The Egyptian crisis probably will not end well for at least 10 years.
Eighty-two-year-old dictator Hosni Mubarak has a good chance of hanging onto power until his death, but even if he doesn’t last the year, there are too many despotic forces lined up against democracy and freedom in Egypt.
It sounded like a joke when Mubarak said he favored democracy and then he appointed a new cabinet for himself. Appointed officials, the Egyptians have plenty of. How about one or two elected officials, chosen by the people in free, fair and competitive elections?
Vice president. Mubarak last week even picked a vice president, a successor, which is something a dictator almost never does, for fear of showing a way to end his tyranny. That vice president, Omar Suleiman, is almost guaranteed the position of Egypt’s next dictator. And considering Suleiman is Egypt’s former chief of intelligence, there’s a good chance that once the riots calm, he’ll be arresting hundreds, if not thousands, of the riot leaders.
The alternatives to the Mubarak mob clinging to power are (A) a gathering of democratic forces to rewrite the Egyptian constitution and build the institutions of freedom and (B) a gathering of the Muslim Brotherhood and other radical Islamist forces to transform Egypt into another Iran, but with a Sunni flavor.
Things might work out if Egypt goes for an (A)-(B) hybrid, and the Muslim Brotherhood agrees to the elections, that is, free and regular elections every four or five years. In one scenario, the Muslim Brotherhood would win the first election, but unable to improve Egypt’s standard of living, it would be voted out in the second election, in favor of a more secular political party.
Israel politics. The real wild card is what a Muslim Brotherhood government would do to Israel. If the Muslim Brotherhood were in charge and it faltered on the Egyptian economy, could it pull an election-eve stunt by attacking Israel? Unfortunately, even among a large number of Egypt’s democrats, Israel is fair game. Such an attack could buy Egyptian radicals a second term, and might even become a ruse to establish a permanent theocratic dictatorship.

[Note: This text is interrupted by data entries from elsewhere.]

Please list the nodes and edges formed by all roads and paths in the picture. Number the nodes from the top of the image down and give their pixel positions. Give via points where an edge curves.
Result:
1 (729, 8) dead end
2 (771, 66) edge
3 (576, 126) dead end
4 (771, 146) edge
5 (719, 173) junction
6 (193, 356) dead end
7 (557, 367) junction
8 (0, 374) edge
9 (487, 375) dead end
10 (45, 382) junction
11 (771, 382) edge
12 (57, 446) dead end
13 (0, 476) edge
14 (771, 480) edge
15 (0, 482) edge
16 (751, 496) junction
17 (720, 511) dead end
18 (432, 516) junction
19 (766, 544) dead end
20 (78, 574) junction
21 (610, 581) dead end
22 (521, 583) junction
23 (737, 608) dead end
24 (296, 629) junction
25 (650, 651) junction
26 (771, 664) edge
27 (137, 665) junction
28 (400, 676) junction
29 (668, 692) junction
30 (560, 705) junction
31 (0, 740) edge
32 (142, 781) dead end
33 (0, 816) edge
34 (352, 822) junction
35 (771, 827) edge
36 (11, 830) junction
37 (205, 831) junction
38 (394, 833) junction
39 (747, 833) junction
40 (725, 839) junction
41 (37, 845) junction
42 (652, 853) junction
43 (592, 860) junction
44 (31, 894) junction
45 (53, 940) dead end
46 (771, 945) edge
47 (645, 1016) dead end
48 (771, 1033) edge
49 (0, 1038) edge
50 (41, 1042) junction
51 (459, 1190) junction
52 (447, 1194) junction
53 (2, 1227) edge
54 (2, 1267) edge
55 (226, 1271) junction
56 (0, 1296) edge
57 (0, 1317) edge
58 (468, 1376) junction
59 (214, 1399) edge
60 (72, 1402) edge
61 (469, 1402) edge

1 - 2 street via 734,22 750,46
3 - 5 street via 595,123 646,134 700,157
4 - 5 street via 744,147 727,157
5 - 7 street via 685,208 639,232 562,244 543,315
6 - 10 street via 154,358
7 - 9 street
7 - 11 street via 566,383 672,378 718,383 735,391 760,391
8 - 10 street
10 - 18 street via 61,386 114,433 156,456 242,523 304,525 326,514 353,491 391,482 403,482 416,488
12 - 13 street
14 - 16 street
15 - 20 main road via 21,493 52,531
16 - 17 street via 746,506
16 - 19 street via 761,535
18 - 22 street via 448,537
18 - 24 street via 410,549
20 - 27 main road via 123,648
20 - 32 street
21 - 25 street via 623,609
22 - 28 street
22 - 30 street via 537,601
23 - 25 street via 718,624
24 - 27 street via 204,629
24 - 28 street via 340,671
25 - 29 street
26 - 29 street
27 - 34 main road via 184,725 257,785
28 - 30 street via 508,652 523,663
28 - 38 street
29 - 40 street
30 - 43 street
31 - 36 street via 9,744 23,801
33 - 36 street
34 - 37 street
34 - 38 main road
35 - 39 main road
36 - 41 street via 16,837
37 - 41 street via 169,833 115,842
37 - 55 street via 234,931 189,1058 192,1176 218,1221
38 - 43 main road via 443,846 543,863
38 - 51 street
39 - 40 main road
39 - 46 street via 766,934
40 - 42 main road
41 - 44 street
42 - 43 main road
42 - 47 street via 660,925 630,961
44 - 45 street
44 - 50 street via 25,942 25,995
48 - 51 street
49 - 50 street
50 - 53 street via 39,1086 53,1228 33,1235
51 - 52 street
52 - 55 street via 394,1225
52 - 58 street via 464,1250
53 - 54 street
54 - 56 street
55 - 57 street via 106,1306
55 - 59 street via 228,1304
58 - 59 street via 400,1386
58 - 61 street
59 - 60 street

As the American experience with Iraq (and the Philippines, Korea, Taiwan, Japan, Pakistan, Germany and Russia) shows, it takes years to wring out antidemocratic habits from an old dictatorship. Some factions of society oppose dictatorship only as long as they’re not the dictators. Many activists don’t understand that democracy requires a tolerance of political foes.
Still in chains, Egypt hasn’t even begun to know what freedom demands. Liberation is not at hand.